By Conrad Dudderar
EL RENO – Two Canadian County departments are seeking grant funds to combat the harmful, addictive effects of opioid drugs.
The Canadian County Children’s Justice Center and the Canadian County Sheriff’s Office would receive funding through Oklahoma Attorney General’s Office.
Canadian County Commissioners, at their weekly meeting Sept. 18, approved letters of intent for both county government offices to submit opioid abatement grant award applications to the Oklahoma Opioid Abatement Board.
On Aug. 28, Oklahoma Attorney General Gentner Drummond announced this board planned to issue up to $23 million in opioid grant awards.
“Oklahoma’s opioid epidemic continues to exact a devastating toll on our people,” Drummond said. “Addiction and abuse do not discriminate.
“Oklahomans of all walks are threatened by the menace of opioids, primarily fentanyl. It is critical that we maximize these available funds by getting them to where they can be most effective.”
Eligible entities are Oklahoma’s counties, municipalities, public school districts, technology school districts, and public trusts that solely benefit any of these political subdivisions.
The Oklahoma Opioid Abatement Board is eager to distribute the money to awardees that will work to counter the opioid crisis, according to AG Drummond.
This marks the first distribution of funds by the Oklahoma Opioid Abatement Board, which was established three years ago.
Grant recipients may use funds for treatment and recovery programs, assistance with co-occurring disorders and mental health issues, opioid abuse education and prevention, efforts to ensure proper prescribing of opioids, and strategies to decrease the supply of narcotics.
Canadian County’s population was 154,405 in the 2020 U.S. Census, Canadian County Commission Chairman Dave Anderson pointed out in the letter authorizing the grant request.
Canadian County’s estimated population on July 1, 2022 was 169,149, Census Bureau data shows.
Canadian County is Oklahoma’s fourth largest county, after Oklahoma City, Tulsa and Cleveland. The population has more than doubled over the past three decades.
The Oklahoma Legislature approved the Political Subdivisions Opioid Abatement Grants Act “to promote the health of Oklahomans by using monetary grants to abate the opioid crisis in a comprehensive manner that includes cooperation and collaboration with political subdivisions.
The nine-member Oklahoma Opioid Abatement Board is comprised of the attorney general and representatives of the governor, state auditor and inspector, state treasurer, state superintendent of public instruction, speaker of the Oklahoma House of Representatives, and president pro tempore of the Oklahoma State Senate.
ODDS ‘N ENDS
Among other business at their Sept. 18th meeting, Canadian County Commissioners approved:
- A letter correcting the Oklahoma Department of Transportation (ODOT) county bridge inventory list – to move a bridge along Shepard Avenue south of Hefner Road from Canadian County to the City of El Reno.

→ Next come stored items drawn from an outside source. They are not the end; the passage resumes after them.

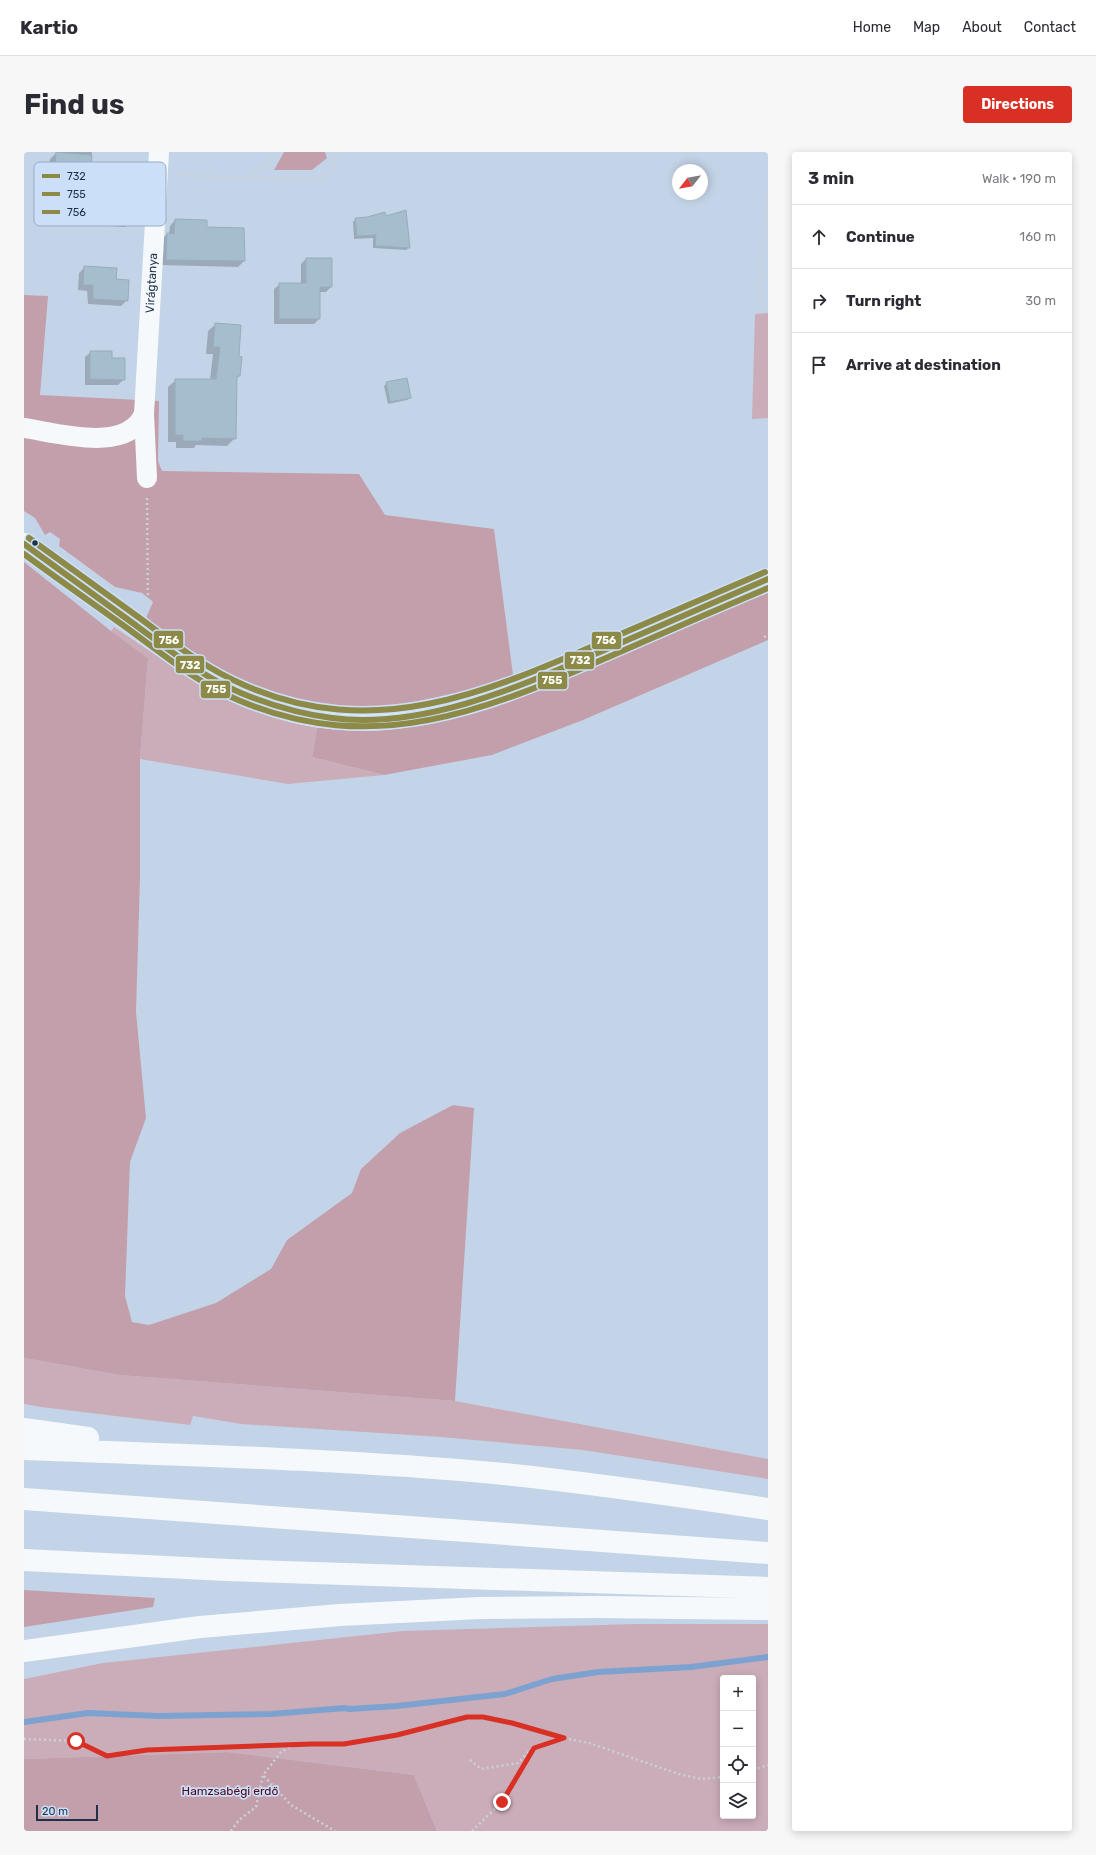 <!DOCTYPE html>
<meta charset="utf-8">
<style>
body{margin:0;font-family:Rubik,sans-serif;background:#f7f7f7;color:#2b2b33}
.controls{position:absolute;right:12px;bottom:12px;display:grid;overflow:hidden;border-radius:4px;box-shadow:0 2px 10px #0003}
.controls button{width:36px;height:36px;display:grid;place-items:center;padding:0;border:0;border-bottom:1px solid #e1e1e2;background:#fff;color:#2b2b33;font:20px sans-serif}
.compass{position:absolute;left:648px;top:12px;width:36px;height:36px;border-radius:50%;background:#fff;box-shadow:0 2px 10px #0003;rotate:239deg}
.scale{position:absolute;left:12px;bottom:10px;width:62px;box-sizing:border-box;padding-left:4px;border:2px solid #1e324a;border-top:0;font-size:11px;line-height:14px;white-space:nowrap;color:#1e324a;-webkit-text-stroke:3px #cbdff8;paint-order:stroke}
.stop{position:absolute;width:12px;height:12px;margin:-9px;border:3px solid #d93025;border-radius:50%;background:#fff}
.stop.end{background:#d93025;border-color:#fff;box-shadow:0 1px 4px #0008}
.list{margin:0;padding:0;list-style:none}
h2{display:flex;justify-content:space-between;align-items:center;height:52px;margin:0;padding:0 16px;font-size:17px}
h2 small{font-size:13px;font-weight:400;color:#7c7c81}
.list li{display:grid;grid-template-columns:26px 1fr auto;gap:12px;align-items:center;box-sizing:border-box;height:64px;padding:0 16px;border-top:1px solid #e1e1e2}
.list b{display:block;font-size:15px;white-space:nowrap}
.list em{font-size:13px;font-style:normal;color:#7c7c81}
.icon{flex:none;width:22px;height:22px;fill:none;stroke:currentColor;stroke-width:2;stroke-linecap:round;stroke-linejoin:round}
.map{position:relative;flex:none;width:744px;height:1679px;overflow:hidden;border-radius:4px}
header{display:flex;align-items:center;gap:24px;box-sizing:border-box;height:56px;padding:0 20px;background:#fff;border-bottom:1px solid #e1e1e2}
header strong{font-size:19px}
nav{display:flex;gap:22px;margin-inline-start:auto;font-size:14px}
.intro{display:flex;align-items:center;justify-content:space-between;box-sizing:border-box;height:96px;padding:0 24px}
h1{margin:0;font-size:28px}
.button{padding:10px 18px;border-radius:4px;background:#d93025;color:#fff;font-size:14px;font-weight:700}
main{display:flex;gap:24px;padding:0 24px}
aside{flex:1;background:#fff;border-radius:4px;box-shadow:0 2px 10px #0003}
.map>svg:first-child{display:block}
.green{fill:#caadb9;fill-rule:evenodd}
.forest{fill:#c39fac}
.shadow{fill:#0003}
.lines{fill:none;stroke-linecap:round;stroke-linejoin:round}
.stream{stroke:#7da2d0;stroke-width:6}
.building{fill:#a6bdce;stroke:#96adbe}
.path{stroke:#cbd1d7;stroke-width:2.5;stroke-dasharray:2 3;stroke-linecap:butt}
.minor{stroke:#f6f9fc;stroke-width:20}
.secondary{stroke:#f6f9fc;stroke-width:22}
.motorway{stroke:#f6f9fc;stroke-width:22}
.bus-1-casing{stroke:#cbdff8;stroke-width:9}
.bus-2-casing{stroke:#cbdff8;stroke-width:9}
.bus-3-casing{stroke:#cbdff8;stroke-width:9}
.bus-1{stroke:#8c8a46;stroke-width:6}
.bus-2{stroke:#8c8a46;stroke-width:6}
.bus-3{stroke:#8c8a46;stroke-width:6}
.route{stroke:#d93025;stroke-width:5}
.bus-dot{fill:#1e324a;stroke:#cbdff8;stroke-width:1.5}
.labels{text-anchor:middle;stroke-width:3.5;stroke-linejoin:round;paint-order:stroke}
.street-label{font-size:12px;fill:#1e324a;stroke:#cbdff8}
.park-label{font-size:12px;fill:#510619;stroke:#cbdff8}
.key{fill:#cbdff8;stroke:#97abc4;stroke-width:1}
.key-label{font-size:11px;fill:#1e324a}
.line-badge{stroke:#cbdff8;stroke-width:1.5}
.badge-label{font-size:11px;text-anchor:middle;font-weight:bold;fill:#fff}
</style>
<header>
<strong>Kartio</strong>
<nav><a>Home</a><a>Map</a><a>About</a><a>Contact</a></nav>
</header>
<div class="intro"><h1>Find us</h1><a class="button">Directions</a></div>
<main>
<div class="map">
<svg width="744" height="1679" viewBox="0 0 744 1679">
<rect width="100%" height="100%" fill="#c4d4e8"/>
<g class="green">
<polygon points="744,161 744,266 728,267 731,162"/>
<path d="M 90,475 C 126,499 162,525 201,544 C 227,558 264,567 293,575 L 288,605 L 360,623 L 264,632 L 116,607 L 124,506 L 87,479 Z"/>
<polygon points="0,1206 95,1223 431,1249 744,1307 744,1327 559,1298 417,1285 217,1272 169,1264 166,1273 17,1255 0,1252"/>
<path d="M 612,1472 L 744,1472 L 744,1679 L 413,1679 L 390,1623 L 204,1600 L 0,1607 L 0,1527 L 79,1511 L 379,1479 ZM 699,1526 L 729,1526 L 729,1664 L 699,1664 Z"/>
</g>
<g class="forest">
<polygon points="260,0 301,0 303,6 288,18 250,18"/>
<path d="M 0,143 L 24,144 L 16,243 L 135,249 L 134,309 L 138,319 L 335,322 L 361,363 L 470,377 L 489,523 C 465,533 439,539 414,545 C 393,549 372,555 351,556 C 293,559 234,540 184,511 C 162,498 142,482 122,466 L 129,450 L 118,441 L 91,435 L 35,394 L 36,387 L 26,380 L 21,383 L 11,366 L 0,359 Z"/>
<polygon points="0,410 87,479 124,506 116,607 116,726 112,860 122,966 106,1010 101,1144 108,1170 125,1173 192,1151 247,1117 263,1088 328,1041 337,1017 376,981 429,953 450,956 431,1249 95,1223 0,1206"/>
<polygon points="744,439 744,488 559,568 468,603 360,623 288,605 293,575 355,577"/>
<polygon points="0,1438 131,1446 129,1455 0,1475"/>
<polygon points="204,1600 390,1623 413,1679 0,1679 0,1607"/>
</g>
<g class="shadow">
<polygon points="36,0 68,0 64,44 108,50 107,69 101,75 55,72 52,74 21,72 26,7 32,1 36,2"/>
<polygon points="362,65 385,95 382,98 349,96 349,86 330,87 329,70 332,67"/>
<polygon points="151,68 182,76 219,77 220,109 214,115 137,113 137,88 143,82 145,82 146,74"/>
<polygon points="282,107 307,135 302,140 295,140 295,167 290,172 250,172 250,137 256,132 277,132 277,112"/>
<polygon points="61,115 91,128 103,148 97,154 64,152 63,139 54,138 55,121"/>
<polygon points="192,172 214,205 215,224 212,227 211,286 203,294 172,293 170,296 152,296 152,290 144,290 144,235 152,228 186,228 189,202 182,202 184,179"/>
<polygon points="67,200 87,207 100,227 94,233 61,233 61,205"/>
<polygon points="363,231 386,246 383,248 364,252 360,234"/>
</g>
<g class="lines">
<polyline class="stream" points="0,1570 64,1561 134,1564 247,1562 321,1556 325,1557 373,1554 481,1542 528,1527 574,1520 667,1515 744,1505"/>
</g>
<g class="building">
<polygon points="32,0 68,3 65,43 96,45 96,48 109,49 108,69 59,66 59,69 26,66"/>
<polygon points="382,58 386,96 351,94 352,83 333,84 331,66 343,65 361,60 362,64"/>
<polygon points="151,67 183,68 183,75 220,76 221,109 142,108 143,81 150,82"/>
<polygon points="282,106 308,106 308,135 296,135 296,167 255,167 255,131 282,131"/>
<polygon points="60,114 93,116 92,127 105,128 104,149 69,147 69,133 59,133"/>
<polygon points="191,171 217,173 215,204 218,205 216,224 213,224 212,287 178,286 178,289 159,289 159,283 151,283 151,227 192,227 196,195 189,195"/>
<polygon points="66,199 88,199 88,206 101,206 101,228 66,227"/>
<polygon points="383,226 387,246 366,250 362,230"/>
</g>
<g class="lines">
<g class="path">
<polyline points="153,22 214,27 226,25 277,28 296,26 306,19 311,9 311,0"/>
<path d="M 226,25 C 234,19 248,11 249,0"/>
<polyline points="744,40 734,131 736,147 744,161"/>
<polyline points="123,346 124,455"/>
<polyline points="740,485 744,483"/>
<polyline points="0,1587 52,1589 83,1604 123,1598 288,1592 320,1592 373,1583 443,1565 459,1565 488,1571 540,1586 565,1591 655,1622 677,1627 699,1625"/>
<polyline points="446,1608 457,1617 494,1611 509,1595"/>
<polyline points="729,1618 744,1613"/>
<polyline points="240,1624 267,1653 311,1679"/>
<polyline points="207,1679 215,1668 232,1655 239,1623 257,1600 269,1593"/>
<polyline points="448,1679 478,1650 510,1595 540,1586"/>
</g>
<g class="minor">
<polyline points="120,262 123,326"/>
<path id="s1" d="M 0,276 C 33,281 103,302 120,262 L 135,0"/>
</g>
<path class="secondary" d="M 0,392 C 37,419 73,446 110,472 C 145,498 178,523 217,541 C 344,599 454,552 573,501 C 630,476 687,452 744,427"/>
<g class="motorway">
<polyline points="0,1277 64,1286"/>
<path d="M 0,1297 C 160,1303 320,1307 480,1322 C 568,1331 656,1344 744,1357"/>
<polyline points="0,1347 744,1401"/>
<polyline points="0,1408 203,1418 744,1436"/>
<polyline points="0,1499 176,1475 316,1463 456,1456 574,1455 744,1457"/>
</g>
<defs>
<path id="bus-1" d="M 0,392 C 37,419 73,445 110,472 C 144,497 178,525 217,541 C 246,553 277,562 308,566 C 402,578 501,532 585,496 C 638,473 691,450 744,427"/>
<path id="bus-2" d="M 0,402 C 35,428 71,453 107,479 C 141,504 175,532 214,548 C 350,606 463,558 589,503 C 641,480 692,458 744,436"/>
<path id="bus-3" d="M 5,386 C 42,413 80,440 117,467 C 149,491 182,517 220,533 C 350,590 462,541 583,488 C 636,465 688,443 741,420"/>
</defs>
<use href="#bus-1" class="bus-1-casing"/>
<use href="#bus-2" class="bus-2-casing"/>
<use href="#bus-3" class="bus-3-casing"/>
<use href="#bus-1" class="bus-1"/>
<use href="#bus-2" class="bus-2"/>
<use href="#bus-3" class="bus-3"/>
</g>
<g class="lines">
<polyline class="route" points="52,1589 83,1604 123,1598 288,1592 320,1592 373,1583 443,1565 459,1565 488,1571 540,1586 510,1596 478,1650"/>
</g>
<circle class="bus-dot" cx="11" cy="391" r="3.5"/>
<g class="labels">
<g class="street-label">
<text dy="4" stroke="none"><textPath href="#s1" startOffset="261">Virágtanya</textPath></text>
</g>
<g class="park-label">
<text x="206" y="1643">Hamzsabégi erdő</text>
</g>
</g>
<rect x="10" y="10" width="132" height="64" rx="6" class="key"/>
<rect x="18" y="22" width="18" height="4" fill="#8c8a46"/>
<rect x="18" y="40" width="18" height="4" fill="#8c8a46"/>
<rect x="18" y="58" width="18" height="4" fill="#8c8a46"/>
<g class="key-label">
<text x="43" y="28">732</text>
<text x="43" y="46">755</text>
<text x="43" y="64">756</text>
</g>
<g class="line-badge">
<rect x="129" y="478" width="31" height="19" rx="4" fill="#8c8a46"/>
<rect x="567" y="479" width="31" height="19" rx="4" fill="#8c8a46"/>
<rect x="540" y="499" width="31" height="19" rx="4" fill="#8c8a46"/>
<rect x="151" y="503" width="30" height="19" rx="4" fill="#8c8a46"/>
<rect x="513" y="519" width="31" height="19" rx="4" fill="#8c8a46"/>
<rect x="176" y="528" width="31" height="19" rx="4" fill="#8c8a46"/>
</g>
<g class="badge-label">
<text x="145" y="492">756</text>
<text x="582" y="492">756</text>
<text x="556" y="512">732</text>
<text x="166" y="517">732</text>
<text x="528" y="532">755</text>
<text x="192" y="541">755</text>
</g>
</svg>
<div class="controls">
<button>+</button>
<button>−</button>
<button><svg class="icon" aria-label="locate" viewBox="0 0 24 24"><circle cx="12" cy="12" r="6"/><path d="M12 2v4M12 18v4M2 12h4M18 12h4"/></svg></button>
<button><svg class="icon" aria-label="layers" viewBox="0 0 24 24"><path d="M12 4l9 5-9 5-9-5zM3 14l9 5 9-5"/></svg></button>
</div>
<svg class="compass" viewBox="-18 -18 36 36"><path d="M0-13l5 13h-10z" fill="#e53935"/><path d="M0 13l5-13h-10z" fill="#7c7c81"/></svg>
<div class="scale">20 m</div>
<div class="stop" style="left:52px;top:1589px"></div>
<div class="stop end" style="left:478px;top:1650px"></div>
</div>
<aside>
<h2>3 min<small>Walk · 190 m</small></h2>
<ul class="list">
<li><svg class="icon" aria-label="ahead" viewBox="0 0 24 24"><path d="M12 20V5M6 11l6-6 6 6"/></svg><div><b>Continue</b></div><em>160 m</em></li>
<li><svg class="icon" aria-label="right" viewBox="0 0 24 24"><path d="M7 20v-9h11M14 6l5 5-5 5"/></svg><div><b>Turn right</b></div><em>30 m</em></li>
<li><svg class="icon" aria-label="arrive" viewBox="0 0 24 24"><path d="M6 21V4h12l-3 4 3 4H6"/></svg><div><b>Arrive at destination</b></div></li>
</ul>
</aside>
</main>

- An application from the Emergency Management Department for an Oklahoma emergency management performance grant.
- A resolution to allow the Canadian County Sheriff’s Office to accept a $100 donation from Dennis Sorensen for the K-9 program.
Canadian County Jail Administrator Kristie Carter on Sept. 18 presented the weekly county jail report to Canadian County Commissioners.
The update showed an inmate population totaling 204, with 174 prisoners at the El Reno detention center and 30 others housed in contracted counties.
The total count is down 12 from last week as 41 prisoners await transfer to state Department of Corrections (DOC) custody.